A veces viajo sola, otras con mis hijos, o con familia, a veces con amigas, otras con colegas, y otras con desconocidos.
Cada uno de esos escenarios tiene algo bueno y algo malo, factores que pueden ser frustrantes o que resulten divertidos.
Mi último viaje fue con un grupo de veintipico personas, desde los 3 hasta 80 y tantos años de edad. Entonces, se imaginarán que cada día, cada tour, cada comida era un tira y jala potencial.
Por ejemplo, el día que llegamos a El Museo. No es un nombre propio, pero lo pongo en mayúsculas porque llegar a Rusia y no ir al Hermitage, bueno, para eso mejor quédate viendo series y comiendo Cheez Whiz en tu casa.
Así que llegamos a El Museo. Mientras los más aplicados se estaban ajustando los dispositivos para escuchar la audioguía, otros ya estaban enrollando los audífonos y guardándolos en sus bolsillos, dándole un tortazo al recuerdo de Pedro el Grande y Catalina. (Esos seguro son los que dormían en las clases de historia en los tiempos de escuela).

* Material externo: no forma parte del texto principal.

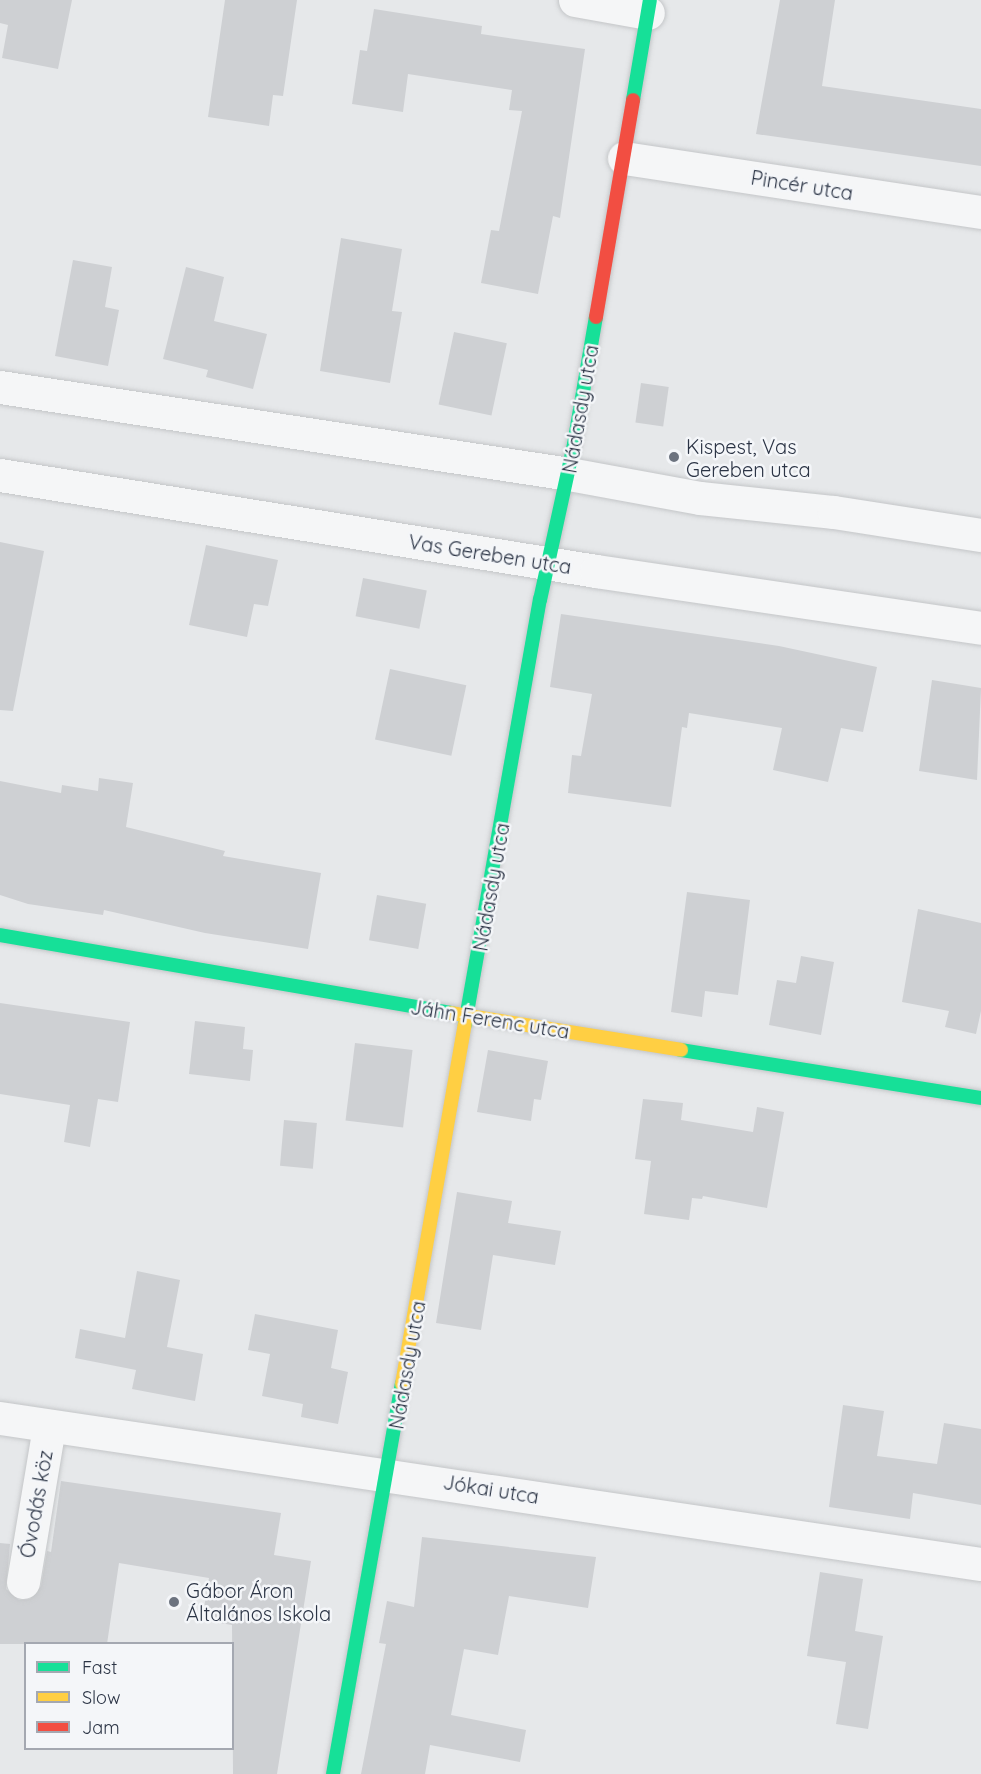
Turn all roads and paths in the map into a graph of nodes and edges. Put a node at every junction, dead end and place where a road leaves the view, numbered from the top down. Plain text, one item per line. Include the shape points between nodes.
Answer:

Mientras todos esperábamos a la que fue al baño, los más chiquitos ojeaban con lujuria el giftshop y uno lloraba porque quería que le compraran una pluma conmemorativa. “Maaa, por fis, ¡solo vale dos euros!”, me decía, porque claro, tenía que ser uno de mis hijos.
Alguien quiere saber cuándo nos vamos (nota: el tour aún no ha empezado), y los más flojos (adolescentes, claro) preguntando que cuánto vamos a tener que caminar. Se reaviva la esperanza y los ojos de nuestra guía casi brillan cuando, desde atrás, alguien le pregunta que si vamos a ver el cuadro de Rembrandt, El Sacrificio de Isaac.
Otro día llegamos a un jardín botánico. Una se quedó atrás esperando a que el turista con la camisa color melocotón se corriera para que no saliera en su selfi. Cuando finalmente se tomó su selfi (que si te pones a contar en verdad fueron 87), se quedó escogiendo cuál le gustaba más. Y cuando finalmente escogió cuál le gustaba más, bueno, ya era hora de editarla un poquito.
Mientras, el líder del grupo (porque siempre hay uno en cada grupo), lleva el pulso de la agenda del día, para aprovechar cada segundo y arriar el resto con precisión militar. Pero claro, también hay disidentes, esos que conforme va pasando el día, desaparecen. Agarraron un taxi y se fueron por su lado. A los que quedamos se nos ocurre apodarlos “los bolcheviques”. Nos reímos malévolamente.
En otra ocasión, nuestro líder se fue caminando, pensando (equivocadamente) que los demás lo estábamos siguiendo. Pero los demás ni nos dimos cuenta de que se había ido, así que nos quedamos curioseando los puestos de artesanías contiguas al punto donde nos “perdimos” y sacando partido a nuestra recién descubierta libertad. Uno contemplaba el mar, la otra debatía si comprarle un peluche celeste o rosado a su hija, y yo me medía ponchos tejidos, indecisa de si me va mejor el mostaza o el negro. Bueno, 15 minutos más tarde se prendió el rancho. Salimos todos regañados.
Después de ese día yo misma me encontré en un paseo con los desertores. Subimos a trenes, hicimos trasbordos, fuimos, volvimos y no nos perdimos. (El tren hizo nueve paradas y no nos bajamos en ninguna equivocada). Puntos extras para los bolcheviques.